Content starts
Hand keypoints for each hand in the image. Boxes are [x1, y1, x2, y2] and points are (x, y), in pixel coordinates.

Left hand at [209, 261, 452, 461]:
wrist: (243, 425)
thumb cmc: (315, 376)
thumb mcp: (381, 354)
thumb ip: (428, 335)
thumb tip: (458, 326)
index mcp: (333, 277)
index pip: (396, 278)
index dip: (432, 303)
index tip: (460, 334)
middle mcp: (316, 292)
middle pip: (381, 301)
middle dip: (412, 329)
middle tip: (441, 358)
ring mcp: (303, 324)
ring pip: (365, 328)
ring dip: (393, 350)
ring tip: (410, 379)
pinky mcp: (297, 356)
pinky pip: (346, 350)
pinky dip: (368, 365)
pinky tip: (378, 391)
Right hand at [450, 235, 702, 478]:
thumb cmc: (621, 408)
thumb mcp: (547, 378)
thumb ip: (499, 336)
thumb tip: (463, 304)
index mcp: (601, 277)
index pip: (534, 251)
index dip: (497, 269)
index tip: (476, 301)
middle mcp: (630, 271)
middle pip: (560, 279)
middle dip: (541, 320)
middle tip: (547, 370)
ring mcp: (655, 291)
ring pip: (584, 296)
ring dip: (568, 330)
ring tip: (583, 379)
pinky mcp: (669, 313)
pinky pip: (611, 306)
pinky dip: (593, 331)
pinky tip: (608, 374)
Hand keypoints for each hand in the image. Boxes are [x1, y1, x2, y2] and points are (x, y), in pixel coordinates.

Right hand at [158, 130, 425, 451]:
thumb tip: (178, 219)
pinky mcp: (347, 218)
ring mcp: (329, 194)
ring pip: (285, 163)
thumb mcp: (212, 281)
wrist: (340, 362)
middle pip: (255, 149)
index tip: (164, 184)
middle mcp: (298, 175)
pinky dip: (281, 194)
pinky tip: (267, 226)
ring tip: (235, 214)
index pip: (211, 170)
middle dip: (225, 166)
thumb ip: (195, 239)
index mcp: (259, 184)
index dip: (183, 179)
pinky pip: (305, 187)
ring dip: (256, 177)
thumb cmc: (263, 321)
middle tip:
Content ends
ABOUT THIS TASK: Reproduce every single entry above exactly.

EXPECTED OUTPUT:
Hand keypoints for each hand in the image. Boxes are [x1, y1, x2, y2] and points are (x, y), in pixel coordinates.

Left hand at [209, 261, 452, 461]:
wrist: (243, 425)
thumb cmc: (315, 376)
thumb mcp: (381, 354)
thumb ip: (428, 335)
thumb tip: (458, 326)
index mcp: (333, 277)
index pip: (396, 278)
index dip: (432, 303)
index tip: (460, 334)
middle mcp: (316, 292)
middle pip: (381, 301)
middle dip: (412, 329)
middle tip: (441, 358)
ring mcp: (303, 324)
ring pip: (365, 328)
ring dip: (393, 350)
ring tip: (410, 379)
pinky mcp: (297, 356)
pinky pip: (346, 350)
pinky dip: (368, 365)
pinky tip: (378, 391)
Right hand at [450, 235, 702, 478]:
thumb cmc: (621, 408)
thumb mcp: (547, 378)
thumb ip: (499, 336)
thumb tip: (463, 304)
index mcp: (601, 277)
index pip: (534, 251)
index dip: (497, 269)
index tip: (476, 301)
middle mcp: (630, 271)
middle pip: (560, 279)
middle dip: (541, 320)
middle tip: (547, 370)
ring mcp: (655, 291)
ring pip: (584, 296)
ring dip: (568, 330)
ring tip: (583, 379)
pinky mcp: (669, 313)
pinky pip: (611, 306)
pinky dip: (593, 331)
pinky tip: (608, 374)
Hand keypoints for each hand in the image. Boxes are [x1, y1, x2, y2] and points are (x, y), in pixel coordinates.

Right hand at [158, 130, 425, 451]:
thumb tip: (178, 219)
pinky mcp: (347, 218)
ring mcp: (329, 194)
ring pip: (285, 163)
thumb mcp: (212, 281)
wrist: (340, 362)
middle pip: (255, 149)
index tip: (164, 184)
middle mcp: (298, 175)
pinky dip: (281, 194)
pinky tip: (267, 226)
ring tip: (235, 214)
index pip: (211, 170)
middle dip: (225, 166)
thumb ip: (195, 239)
index mcp: (259, 184)
index dip: (183, 179)
pinky pip: (305, 187)
ring dip: (256, 177)
thumb cmc: (263, 321)
middle tip:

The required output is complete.